START Dataset records

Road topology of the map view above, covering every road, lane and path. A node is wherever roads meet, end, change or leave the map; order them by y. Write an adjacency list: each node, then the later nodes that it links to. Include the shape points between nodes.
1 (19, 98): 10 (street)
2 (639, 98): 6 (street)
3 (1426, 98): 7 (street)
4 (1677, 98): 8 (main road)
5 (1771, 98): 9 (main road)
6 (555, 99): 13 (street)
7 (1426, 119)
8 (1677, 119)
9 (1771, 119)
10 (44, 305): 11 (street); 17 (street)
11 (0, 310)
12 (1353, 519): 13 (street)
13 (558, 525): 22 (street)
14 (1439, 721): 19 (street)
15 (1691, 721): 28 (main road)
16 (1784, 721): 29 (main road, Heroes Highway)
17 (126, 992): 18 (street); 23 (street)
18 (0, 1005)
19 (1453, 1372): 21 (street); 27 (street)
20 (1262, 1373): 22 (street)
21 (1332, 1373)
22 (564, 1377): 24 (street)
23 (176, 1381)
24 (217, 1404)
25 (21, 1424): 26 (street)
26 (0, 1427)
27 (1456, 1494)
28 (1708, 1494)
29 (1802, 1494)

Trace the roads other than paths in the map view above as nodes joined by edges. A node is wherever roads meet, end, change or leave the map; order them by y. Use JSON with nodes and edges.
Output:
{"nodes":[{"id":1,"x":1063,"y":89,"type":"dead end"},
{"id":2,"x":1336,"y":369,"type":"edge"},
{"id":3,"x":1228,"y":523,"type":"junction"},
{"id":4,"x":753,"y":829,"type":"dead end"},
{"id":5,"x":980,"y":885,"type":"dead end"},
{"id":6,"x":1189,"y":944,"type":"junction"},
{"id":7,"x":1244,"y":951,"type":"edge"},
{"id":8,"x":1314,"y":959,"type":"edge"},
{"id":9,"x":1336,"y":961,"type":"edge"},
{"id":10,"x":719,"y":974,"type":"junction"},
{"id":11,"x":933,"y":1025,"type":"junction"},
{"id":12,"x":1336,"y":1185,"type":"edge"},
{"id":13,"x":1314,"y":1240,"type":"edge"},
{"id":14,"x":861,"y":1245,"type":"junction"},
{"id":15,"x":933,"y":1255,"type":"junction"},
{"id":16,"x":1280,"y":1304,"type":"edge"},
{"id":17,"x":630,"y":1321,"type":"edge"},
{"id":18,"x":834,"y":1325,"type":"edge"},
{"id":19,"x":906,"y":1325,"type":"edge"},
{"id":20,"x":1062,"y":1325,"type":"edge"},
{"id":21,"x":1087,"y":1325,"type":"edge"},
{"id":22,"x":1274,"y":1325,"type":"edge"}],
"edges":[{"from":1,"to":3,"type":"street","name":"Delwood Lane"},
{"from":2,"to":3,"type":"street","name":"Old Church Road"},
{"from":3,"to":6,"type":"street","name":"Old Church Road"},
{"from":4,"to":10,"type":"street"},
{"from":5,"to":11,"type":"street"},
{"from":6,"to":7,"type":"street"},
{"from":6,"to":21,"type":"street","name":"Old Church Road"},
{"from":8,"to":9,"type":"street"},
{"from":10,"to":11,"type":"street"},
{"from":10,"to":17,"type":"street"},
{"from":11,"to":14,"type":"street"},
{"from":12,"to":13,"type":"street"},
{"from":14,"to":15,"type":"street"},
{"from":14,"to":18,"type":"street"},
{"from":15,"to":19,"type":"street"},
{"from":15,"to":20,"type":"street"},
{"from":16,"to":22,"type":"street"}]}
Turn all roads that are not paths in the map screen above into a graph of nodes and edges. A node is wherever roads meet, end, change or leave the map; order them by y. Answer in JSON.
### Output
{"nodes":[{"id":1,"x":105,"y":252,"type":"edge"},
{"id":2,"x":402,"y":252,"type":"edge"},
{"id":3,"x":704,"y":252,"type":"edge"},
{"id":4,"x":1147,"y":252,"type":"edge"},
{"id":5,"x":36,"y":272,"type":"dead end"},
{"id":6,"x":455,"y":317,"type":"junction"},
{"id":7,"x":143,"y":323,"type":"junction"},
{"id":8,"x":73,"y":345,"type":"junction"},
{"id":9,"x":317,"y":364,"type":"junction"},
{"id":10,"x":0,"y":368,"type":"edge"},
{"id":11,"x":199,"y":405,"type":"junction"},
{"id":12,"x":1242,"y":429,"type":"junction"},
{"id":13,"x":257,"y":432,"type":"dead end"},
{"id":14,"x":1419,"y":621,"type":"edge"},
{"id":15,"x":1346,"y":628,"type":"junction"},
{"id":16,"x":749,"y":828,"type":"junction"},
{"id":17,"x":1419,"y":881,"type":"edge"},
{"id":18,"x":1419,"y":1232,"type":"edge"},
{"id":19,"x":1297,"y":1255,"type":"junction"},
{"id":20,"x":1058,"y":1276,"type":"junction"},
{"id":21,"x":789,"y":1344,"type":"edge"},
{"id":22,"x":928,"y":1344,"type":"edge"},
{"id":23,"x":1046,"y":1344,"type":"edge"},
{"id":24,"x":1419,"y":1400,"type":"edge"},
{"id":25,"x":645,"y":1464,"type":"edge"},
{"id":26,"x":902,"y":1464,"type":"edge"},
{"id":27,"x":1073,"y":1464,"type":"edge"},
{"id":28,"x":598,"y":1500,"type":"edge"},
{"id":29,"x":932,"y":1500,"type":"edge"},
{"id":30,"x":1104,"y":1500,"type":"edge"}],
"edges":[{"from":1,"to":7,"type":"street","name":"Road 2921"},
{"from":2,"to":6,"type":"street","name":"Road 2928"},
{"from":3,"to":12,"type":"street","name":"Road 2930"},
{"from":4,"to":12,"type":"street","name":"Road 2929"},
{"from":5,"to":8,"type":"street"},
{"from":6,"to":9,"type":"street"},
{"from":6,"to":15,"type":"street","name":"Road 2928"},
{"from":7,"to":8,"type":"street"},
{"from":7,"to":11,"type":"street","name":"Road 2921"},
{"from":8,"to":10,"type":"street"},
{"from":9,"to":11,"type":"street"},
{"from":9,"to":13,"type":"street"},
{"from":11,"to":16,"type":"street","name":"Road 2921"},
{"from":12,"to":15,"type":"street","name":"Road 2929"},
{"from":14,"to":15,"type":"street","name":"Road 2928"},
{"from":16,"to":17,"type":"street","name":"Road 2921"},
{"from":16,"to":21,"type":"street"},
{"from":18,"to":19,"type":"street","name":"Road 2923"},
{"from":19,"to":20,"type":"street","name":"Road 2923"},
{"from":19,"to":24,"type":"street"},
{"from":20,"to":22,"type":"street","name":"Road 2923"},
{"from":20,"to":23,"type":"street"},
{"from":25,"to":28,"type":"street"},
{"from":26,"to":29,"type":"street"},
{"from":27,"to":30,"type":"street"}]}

END Dataset records

■ **Task directions**: Each line in the data that holds the word "Church" must be copied.

■ **Result of the exercise**:
{"from":2,"to":3,"type":"street","name":"Old Church Road"},
{"from":3,"to":6,"type":"street","name":"Old Church Road"},
{"from":6,"to":21,"type":"street","name":"Old Church Road"},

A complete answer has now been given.